Peugeot-Coupés 304, 404, 504
Generationen-Vergleich Peugeot-Coupés
Im Gegensatz zur technischen Basis, den soliden Limousinen, stellen die elegant gezeichneten Coupés 304, 404 und 504 aus dem Hause Peugeot alles andere als normale Stangenware dar.
14.09.2017 Klaus FinkenburgEin Coupé, mag mancher argumentieren, ist weder Fisch noch Fleisch, unpraktischer als eine Limousine, andererseits aber noch zu vernünftig, um wie beim Cabrio gleich das Dach wegzulassen. Warum sich trotzdem so mancher für diese Autoform entscheidet, zeigt sich im Modellprogramm der französischen Marke mit dem Löwen als Firmenemblem recht deutlich.
Von Großserienfahrzeugen wie dem 404 und dem 504 hielt Peugeot in den 60er- und 70er-Jahren nämlich eine Fülle von Karosserievarianten parat. Neben Limousine, Coupé und Cabriolet gab es jeweils auch eine Kombi- und Pick-up-Version, bei der kleineren 204/304-Baureihe anstelle der Variante mit offener Ladefläche einen zweitürigen Kastenwagen, die Fourgonnette. Dass unter all diesen Bauformen die Coupés am angenehmsten auffallen, hat freilich viel damit zu tun, dass sie üblicherweise im seinerzeit weltbesten Designstudio gezeichnet wurden, nämlich von Pininfarina in Italien.
Herrliche Eleganz im Peugeot 404
Beispiel Peugeot 404: Im Gegensatz zur etwas plump wirkenden, quadratisch-praktischen Limousine kommt das Coupé herrlich elegant daher, was nicht nur an der flacheren und gerundeten Front und den breiteren Türen, sondern auch an der leicht abfallenden Dachlinie liegt, die hinter einem eleganten Schwung im Hüftbereich in die nun mehr stark abgerundeten Heckflossen ausläuft.
Einen ähnlichen Weg ging Pininfarina bei der Verwandlung des Peugeot 504. Auch dessen Coupé-Version zeichnet sich durch eine völlig eigenständige Formgebung aus. Stilelemente der Limousine, etwa die nach hinten abfallende Kofferraumlinie, sind in abgeschwächter Form wiederzuerkennen. Die allerdings nur noch rudimentär vorhandene Anhebung der Hüftlinie lässt ihn etwas bulliger erscheinen. Von der Seite zeigt das Peugeot 504 Coupé übrigens bereits gewisse Ähnlichkeiten mit dem Peugeot 604, der Oberklasse-Limousine, die Peugeot dem 504 ab 1975 zur Seite stellte.

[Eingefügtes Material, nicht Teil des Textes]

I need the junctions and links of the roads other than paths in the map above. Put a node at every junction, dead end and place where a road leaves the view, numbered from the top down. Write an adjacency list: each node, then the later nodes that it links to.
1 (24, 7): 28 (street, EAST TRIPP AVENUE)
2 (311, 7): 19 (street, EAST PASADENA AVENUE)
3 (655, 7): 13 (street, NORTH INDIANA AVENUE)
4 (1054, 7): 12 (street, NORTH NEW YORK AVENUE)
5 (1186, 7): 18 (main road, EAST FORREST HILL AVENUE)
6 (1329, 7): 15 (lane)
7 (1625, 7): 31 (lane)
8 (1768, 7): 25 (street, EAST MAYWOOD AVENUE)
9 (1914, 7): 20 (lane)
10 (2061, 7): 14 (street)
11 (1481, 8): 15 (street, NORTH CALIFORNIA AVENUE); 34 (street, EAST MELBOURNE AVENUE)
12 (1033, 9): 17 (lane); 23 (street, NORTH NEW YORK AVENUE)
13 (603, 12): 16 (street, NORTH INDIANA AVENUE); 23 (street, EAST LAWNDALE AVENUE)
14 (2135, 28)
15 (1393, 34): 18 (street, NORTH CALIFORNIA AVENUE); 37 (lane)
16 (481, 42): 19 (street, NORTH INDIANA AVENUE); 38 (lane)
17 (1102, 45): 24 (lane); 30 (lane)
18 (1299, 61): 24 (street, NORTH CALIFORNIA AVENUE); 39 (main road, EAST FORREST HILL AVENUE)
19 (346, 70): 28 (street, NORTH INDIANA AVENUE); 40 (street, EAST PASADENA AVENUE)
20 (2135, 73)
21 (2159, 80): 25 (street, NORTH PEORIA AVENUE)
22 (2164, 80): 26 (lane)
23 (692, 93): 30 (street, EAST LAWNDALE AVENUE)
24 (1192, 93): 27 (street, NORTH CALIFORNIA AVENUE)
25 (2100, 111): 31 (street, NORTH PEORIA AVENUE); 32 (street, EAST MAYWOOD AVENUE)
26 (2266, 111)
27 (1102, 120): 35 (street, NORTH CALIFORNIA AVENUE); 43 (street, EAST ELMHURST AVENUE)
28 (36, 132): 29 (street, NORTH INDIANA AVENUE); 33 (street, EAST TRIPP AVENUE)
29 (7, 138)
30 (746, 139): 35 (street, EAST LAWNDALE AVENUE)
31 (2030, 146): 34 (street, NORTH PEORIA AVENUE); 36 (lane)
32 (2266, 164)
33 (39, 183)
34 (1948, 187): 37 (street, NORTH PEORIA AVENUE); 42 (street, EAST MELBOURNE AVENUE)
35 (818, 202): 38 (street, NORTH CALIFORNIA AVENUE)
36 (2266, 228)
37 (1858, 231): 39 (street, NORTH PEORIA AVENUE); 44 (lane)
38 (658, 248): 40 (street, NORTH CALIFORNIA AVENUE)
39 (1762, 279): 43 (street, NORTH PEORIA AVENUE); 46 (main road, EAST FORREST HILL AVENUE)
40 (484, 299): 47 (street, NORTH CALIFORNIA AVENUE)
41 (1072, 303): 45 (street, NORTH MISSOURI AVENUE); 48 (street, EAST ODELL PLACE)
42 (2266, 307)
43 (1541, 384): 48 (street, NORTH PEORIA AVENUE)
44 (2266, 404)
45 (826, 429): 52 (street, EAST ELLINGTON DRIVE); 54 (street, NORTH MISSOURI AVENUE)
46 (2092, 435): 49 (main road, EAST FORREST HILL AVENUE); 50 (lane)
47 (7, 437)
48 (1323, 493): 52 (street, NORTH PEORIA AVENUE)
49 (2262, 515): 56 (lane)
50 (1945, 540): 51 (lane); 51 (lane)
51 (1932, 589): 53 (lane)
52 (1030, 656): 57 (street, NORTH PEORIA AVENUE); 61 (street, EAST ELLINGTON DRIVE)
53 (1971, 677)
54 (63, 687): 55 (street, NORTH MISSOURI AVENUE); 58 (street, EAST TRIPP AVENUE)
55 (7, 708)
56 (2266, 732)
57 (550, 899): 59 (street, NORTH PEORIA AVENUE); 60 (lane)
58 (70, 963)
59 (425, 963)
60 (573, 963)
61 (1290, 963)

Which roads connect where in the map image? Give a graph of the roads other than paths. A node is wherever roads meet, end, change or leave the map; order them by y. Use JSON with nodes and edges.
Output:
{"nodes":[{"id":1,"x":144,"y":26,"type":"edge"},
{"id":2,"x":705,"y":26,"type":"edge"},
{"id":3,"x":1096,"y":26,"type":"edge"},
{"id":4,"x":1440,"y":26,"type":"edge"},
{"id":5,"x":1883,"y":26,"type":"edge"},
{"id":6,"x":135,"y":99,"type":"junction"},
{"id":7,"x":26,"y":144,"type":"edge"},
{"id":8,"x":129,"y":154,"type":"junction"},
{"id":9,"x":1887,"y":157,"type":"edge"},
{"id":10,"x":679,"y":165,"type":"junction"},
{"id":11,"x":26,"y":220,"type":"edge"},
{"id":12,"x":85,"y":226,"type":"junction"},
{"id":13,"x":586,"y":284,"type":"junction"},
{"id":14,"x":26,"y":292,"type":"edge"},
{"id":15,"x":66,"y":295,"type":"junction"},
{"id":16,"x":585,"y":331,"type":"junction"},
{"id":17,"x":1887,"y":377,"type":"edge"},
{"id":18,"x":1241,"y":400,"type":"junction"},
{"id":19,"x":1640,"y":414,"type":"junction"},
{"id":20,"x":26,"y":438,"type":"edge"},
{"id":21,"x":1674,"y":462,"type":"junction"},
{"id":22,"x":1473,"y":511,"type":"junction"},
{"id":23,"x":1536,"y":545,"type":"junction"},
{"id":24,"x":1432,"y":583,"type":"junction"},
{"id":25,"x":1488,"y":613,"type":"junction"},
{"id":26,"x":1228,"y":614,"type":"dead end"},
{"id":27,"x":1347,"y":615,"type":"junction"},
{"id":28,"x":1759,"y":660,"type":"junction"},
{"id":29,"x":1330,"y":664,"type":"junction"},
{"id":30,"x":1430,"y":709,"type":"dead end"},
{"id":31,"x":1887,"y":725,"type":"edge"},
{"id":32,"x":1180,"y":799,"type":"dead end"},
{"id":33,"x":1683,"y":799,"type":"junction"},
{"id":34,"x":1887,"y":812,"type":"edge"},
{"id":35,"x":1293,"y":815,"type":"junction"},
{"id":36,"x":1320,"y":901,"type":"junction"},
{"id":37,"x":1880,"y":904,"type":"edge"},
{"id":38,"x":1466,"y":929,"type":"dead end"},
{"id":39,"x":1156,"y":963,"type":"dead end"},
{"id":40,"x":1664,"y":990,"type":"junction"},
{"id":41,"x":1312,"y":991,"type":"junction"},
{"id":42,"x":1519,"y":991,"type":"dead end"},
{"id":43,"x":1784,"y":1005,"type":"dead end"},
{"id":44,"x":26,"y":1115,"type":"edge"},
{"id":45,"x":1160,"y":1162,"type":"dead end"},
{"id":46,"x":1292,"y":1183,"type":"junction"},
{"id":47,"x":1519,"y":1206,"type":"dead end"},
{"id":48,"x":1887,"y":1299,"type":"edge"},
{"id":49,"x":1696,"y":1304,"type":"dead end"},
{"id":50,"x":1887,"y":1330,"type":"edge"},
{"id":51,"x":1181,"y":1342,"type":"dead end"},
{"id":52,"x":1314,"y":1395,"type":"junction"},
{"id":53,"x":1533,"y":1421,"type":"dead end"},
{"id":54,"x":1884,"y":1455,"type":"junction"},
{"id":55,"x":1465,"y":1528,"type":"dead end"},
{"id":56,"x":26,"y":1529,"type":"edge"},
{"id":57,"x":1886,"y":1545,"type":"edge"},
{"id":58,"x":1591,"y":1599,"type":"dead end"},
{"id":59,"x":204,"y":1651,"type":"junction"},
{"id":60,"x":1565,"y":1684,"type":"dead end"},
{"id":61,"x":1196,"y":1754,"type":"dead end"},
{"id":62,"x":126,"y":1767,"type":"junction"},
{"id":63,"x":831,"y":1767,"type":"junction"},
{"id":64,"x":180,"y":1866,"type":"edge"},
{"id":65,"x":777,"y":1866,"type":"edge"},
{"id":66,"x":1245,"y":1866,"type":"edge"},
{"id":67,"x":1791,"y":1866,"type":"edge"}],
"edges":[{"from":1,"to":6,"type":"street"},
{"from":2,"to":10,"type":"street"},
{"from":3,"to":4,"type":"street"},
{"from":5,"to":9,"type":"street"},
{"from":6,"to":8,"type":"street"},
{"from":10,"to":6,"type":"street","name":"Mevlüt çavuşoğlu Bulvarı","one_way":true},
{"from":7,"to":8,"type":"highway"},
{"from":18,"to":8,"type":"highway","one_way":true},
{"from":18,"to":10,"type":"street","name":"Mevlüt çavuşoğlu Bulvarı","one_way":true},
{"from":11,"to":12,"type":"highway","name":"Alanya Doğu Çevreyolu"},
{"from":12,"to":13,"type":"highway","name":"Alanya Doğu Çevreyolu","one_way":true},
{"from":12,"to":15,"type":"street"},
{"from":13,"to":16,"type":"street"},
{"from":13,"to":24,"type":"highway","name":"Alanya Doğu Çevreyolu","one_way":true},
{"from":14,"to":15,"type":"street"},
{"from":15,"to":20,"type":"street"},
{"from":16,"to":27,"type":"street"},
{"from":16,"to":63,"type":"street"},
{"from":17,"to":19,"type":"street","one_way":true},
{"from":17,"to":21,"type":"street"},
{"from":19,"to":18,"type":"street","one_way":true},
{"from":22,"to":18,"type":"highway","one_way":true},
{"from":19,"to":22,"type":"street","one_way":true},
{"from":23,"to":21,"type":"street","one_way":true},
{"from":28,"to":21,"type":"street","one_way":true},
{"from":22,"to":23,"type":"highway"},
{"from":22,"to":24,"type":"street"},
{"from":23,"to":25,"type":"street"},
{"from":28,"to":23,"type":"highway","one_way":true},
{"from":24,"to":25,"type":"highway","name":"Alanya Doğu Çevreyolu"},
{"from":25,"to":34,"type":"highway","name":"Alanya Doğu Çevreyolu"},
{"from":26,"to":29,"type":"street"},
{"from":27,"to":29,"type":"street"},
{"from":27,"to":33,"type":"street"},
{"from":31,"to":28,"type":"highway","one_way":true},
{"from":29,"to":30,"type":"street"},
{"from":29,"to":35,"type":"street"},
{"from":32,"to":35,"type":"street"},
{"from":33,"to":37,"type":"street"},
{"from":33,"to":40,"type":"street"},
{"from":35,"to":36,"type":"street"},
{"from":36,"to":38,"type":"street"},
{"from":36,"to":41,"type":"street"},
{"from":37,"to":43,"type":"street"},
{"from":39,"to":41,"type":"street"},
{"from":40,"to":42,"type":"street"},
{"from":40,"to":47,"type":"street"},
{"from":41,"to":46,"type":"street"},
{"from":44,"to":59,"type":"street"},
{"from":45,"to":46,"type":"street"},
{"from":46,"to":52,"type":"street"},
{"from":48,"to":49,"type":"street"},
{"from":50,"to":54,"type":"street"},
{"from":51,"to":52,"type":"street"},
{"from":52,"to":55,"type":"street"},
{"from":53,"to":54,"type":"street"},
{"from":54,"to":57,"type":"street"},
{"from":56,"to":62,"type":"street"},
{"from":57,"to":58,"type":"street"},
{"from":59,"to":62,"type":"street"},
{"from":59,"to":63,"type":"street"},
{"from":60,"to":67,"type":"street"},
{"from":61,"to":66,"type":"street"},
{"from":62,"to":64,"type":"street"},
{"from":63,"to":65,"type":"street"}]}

Bodenständiges Peugeot 304 Coupé
Bodenständiger gibt sich das Peugeot 304 Coupé. Kein Wunder: Seine Formen entstanden, anders als jene der beiden größeren Coupés, im hauseigenen Designstudio von Peugeot. Abgesehen von der geringeren Länge, dem kürzeren Radstand und der etwas flacheren Dachlinie ist die Verwandtschaft zur Limousine unverkennbar.
Der Peugeot 304 ist technisch nahezu identisch mit dem Peugeot 204, dessen Coupé-Version von 1967 bis 1970 gebaut wurde und der seinerzeit dank Frontantrieb, quer eingebautem Leichtmetallmotor, Scheibenbremsen vorn und rundum Einzelradaufhängung als sehr fortschrittliches Automobil galt. Historisch liegt das Peugeot 304 Coupé (1970 bis 1975) mit dem zumeist parallel gebauten 504 Coupé gleichauf (erste Serie 1969 bis 1974, letzte Serie bis 1983), wobei der 504 noch nach alter Väter Sitte über Heckantrieb verfügt.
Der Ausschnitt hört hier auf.